***** Supplied data
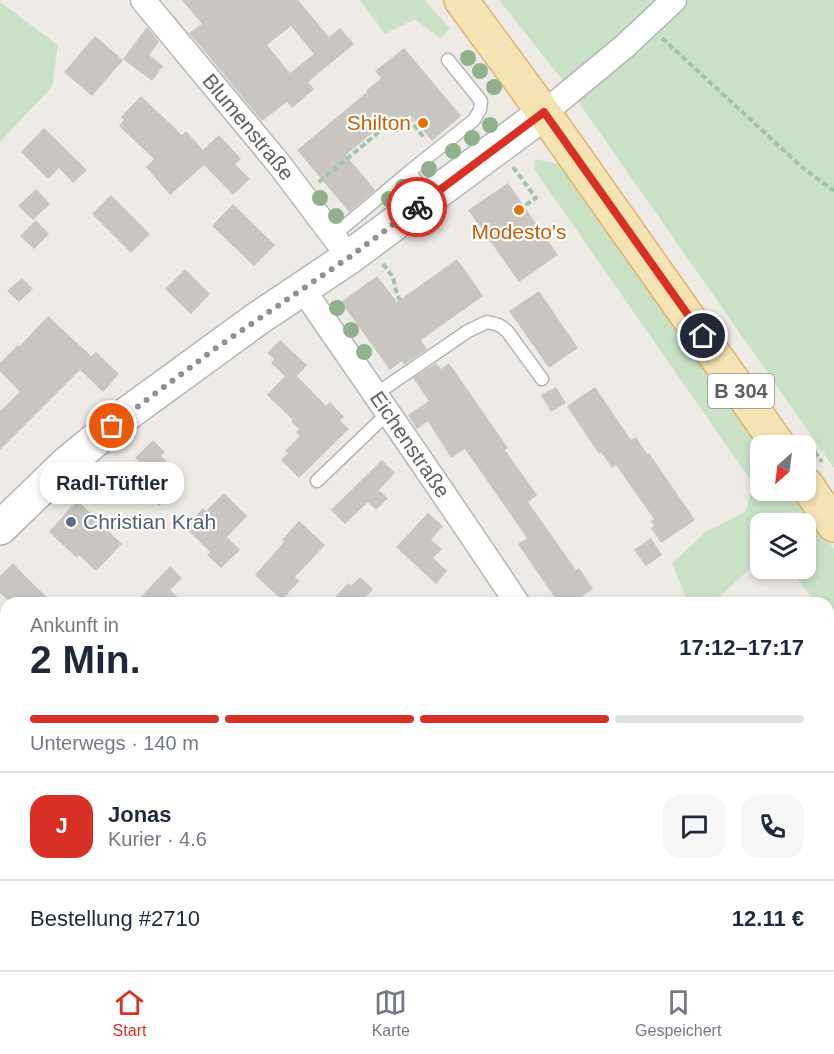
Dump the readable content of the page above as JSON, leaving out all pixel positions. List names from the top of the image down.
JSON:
{
  "streets": {
    "main road": ["B 304"],
    "street": ["Blumenstraße", "Eichenstraße"]
  },
  "places": [
    "Shilton",
    "Modesto's",
    "Radl-Tüftler",
    "Christian Krah"
  ],
  "north": "bottom left",
  "page": {
    "bubble": "Radl-Tüftler",
    "heading": ["2 Min.", "Ankunft in", "17:12–17:17"],
    "panel": [
      "Jonas",
      "Kurier · 4.6",
      "Bestellung #2710",
      "12.11 €"
    ],
    "bar": "Unterwegs · 140 m",
    "round": "J",
    "tabs": ["Start", "Karte", "Gespeichert"]
  }
}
**********
* _Task item_: Without the pictures, restate all the entries above exactly.

* _Output for this exercise_:
Dump the readable content of the page above as JSON, leaving out all pixel positions. List names from the top of the image down.
JSON:
{
  "streets": {
    "main road": ["B 304"],
    "street": ["Blumenstraße", "Eichenstraße"]
  },
  "places": [
    "Shilton",
    "Modesto's",
    "Radl-Tüftler",
    "Christian Krah"
  ],
  "north": "bottom left",
  "page": {
    "bubble": "Radl-Tüftler",
    "heading": ["2 Min.", "Ankunft in", "17:12–17:17"],
    "panel": [
      "Jonas",
      "Kurier · 4.6",
      "Bestellung #2710",
      "12.11 €"
    ],
    "bar": "Unterwegs · 140 m",
    "round": "J",
    "tabs": ["Start", "Karte", "Gespeichert"]
  }
}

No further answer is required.